Dataset entries:
┏━━

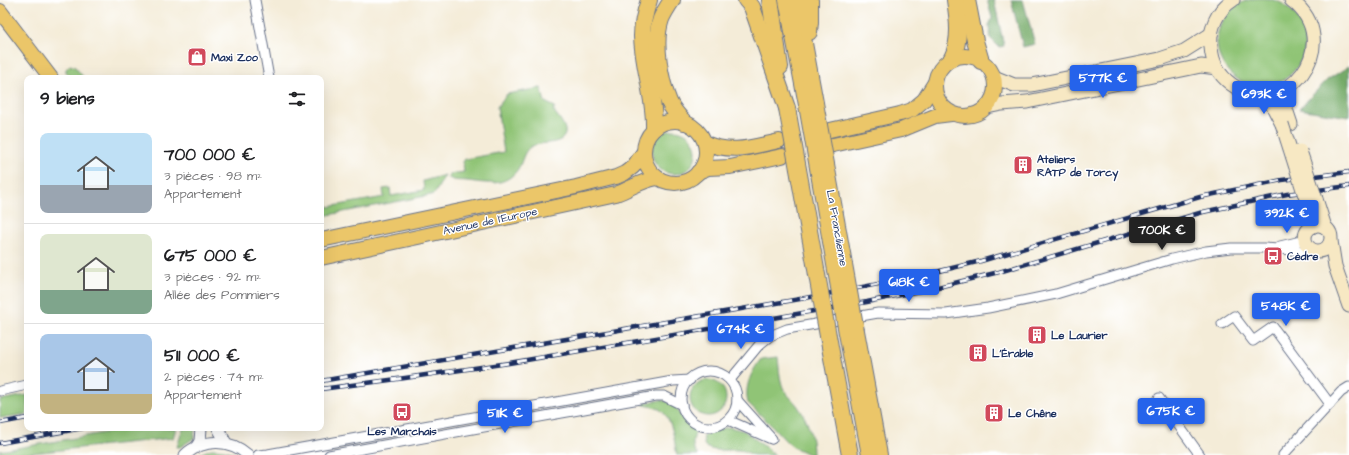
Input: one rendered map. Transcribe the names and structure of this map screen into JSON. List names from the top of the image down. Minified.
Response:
{"streets":{"highway":["La Francilienne"],"main road":["Avenue de l'Europe"]},"places":{"shop":["Maxi Zoo"],"building":["Ateliers RATP de Torcy","Le Laurier","L'Érable","Le Chêne"],"bus stop":["Cèdre","Les Marchais"]},"page":{"price":["577K €","693K €","392K €","700K €","618K €","548K €","674K €","675K €","511K €"],"heading":"9 biens","list":[{"name":"700 000 €","note":"3 pièces · 98 m² · Appartement"},{"name":"675 000 €","note":"3 pièces · 92 m² · Allée des Pommiers"},{"name":"511 000 €","note":"2 pièces · 74 m² · Appartement"}]}}
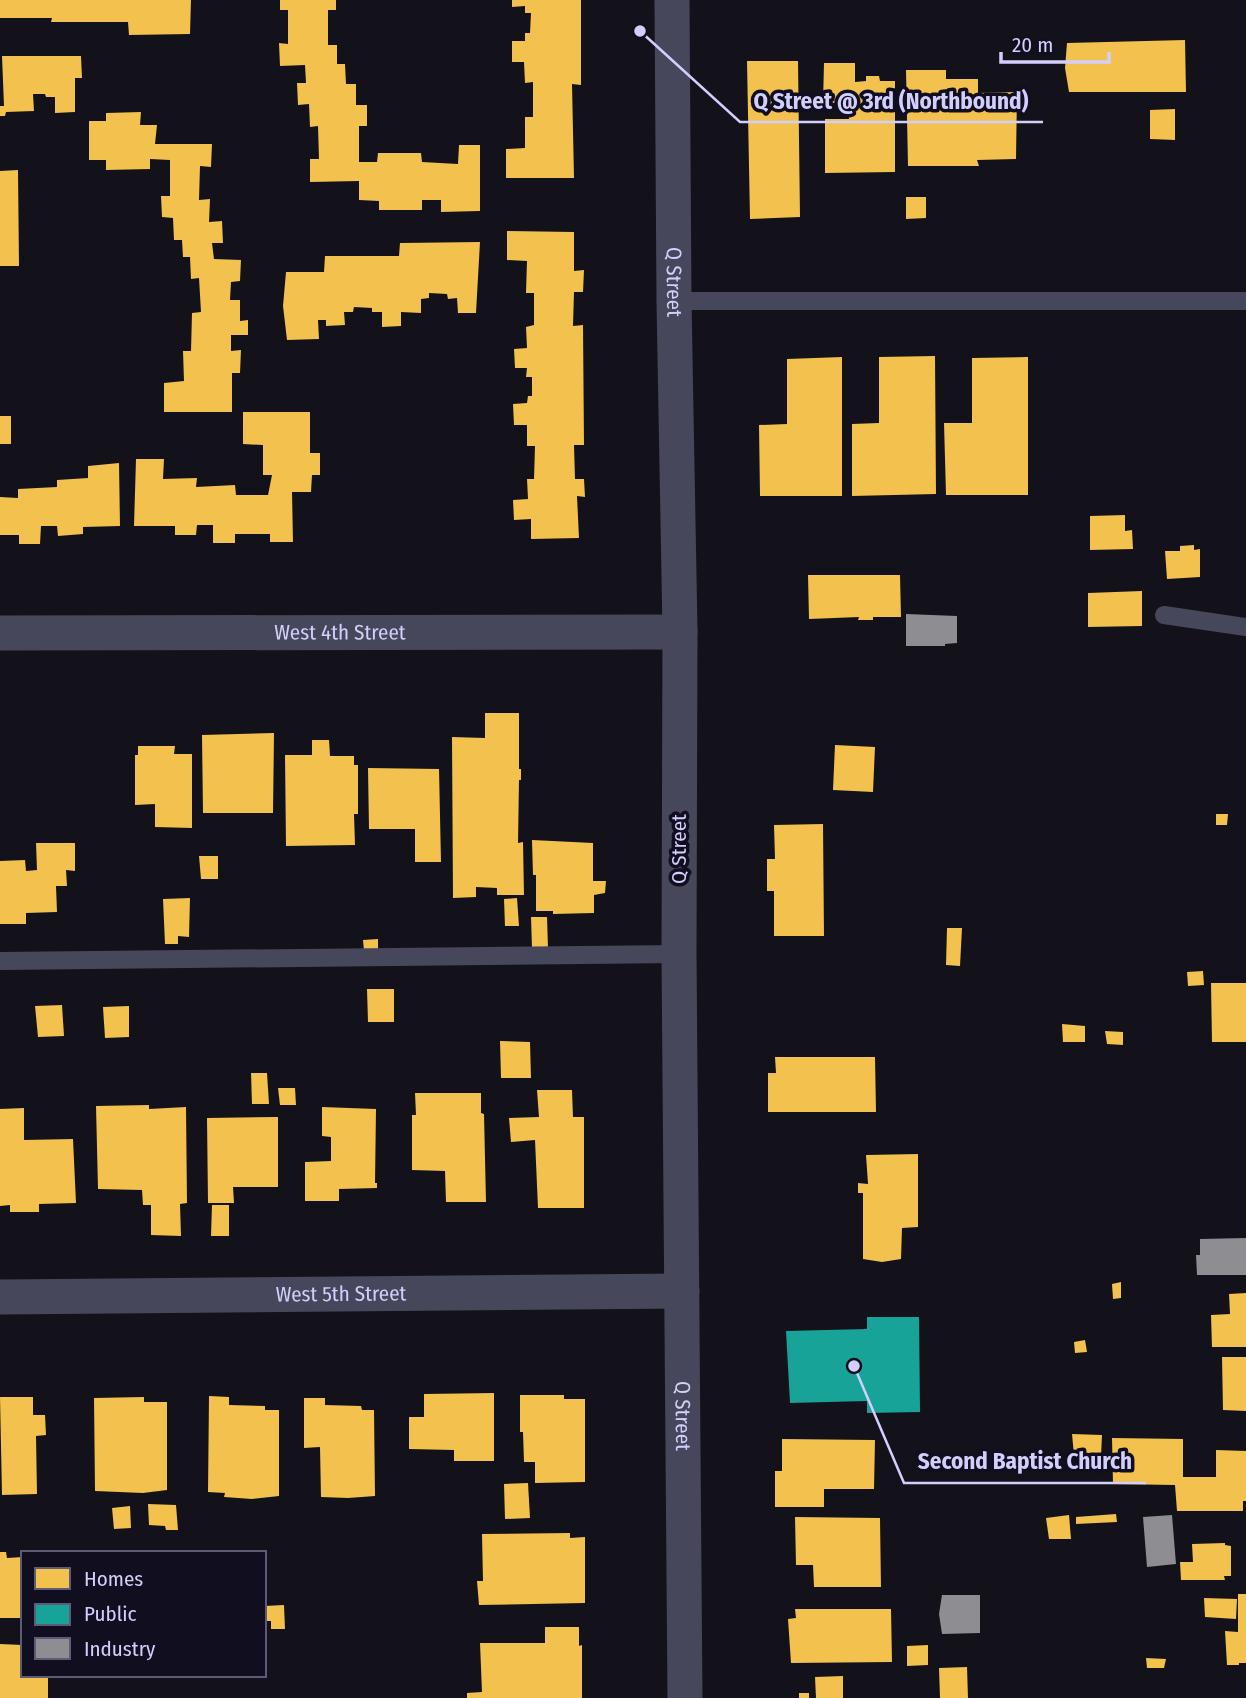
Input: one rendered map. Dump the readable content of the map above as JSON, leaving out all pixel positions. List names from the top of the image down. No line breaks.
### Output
{"streets":{"street":["Q Street","West 4th Street","West 5th Street"]},"crossings":[["Q Street","West 4th Street"],["Q Street","West 5th Street"]],"places":["Q Street @ 3rd (Northbound)","Second Baptist Church"],"legend":["Homes","Public","Industry"],"scale_bar":"20 m"}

┗━━

* **TASK ITEM**:
What you write should match, character for character, the lines from the one with "Input: one rendered map. Dump" to the end of the data, both included.

* **RESULT FOR THIS TASK**:
Input: one rendered map. Dump the readable content of the map above as JSON, leaving out all pixel positions. List names from the top of the image down. No line breaks.
### Output
{"streets":{"street":["Q Street","West 4th Street","West 5th Street"]},"crossings":[["Q Street","West 4th Street"],["Q Street","West 5th Street"]],"places":["Q Street @ 3rd (Northbound)","Second Baptist Church"],"legend":["Homes","Public","Industry"],"scale_bar":"20 m"}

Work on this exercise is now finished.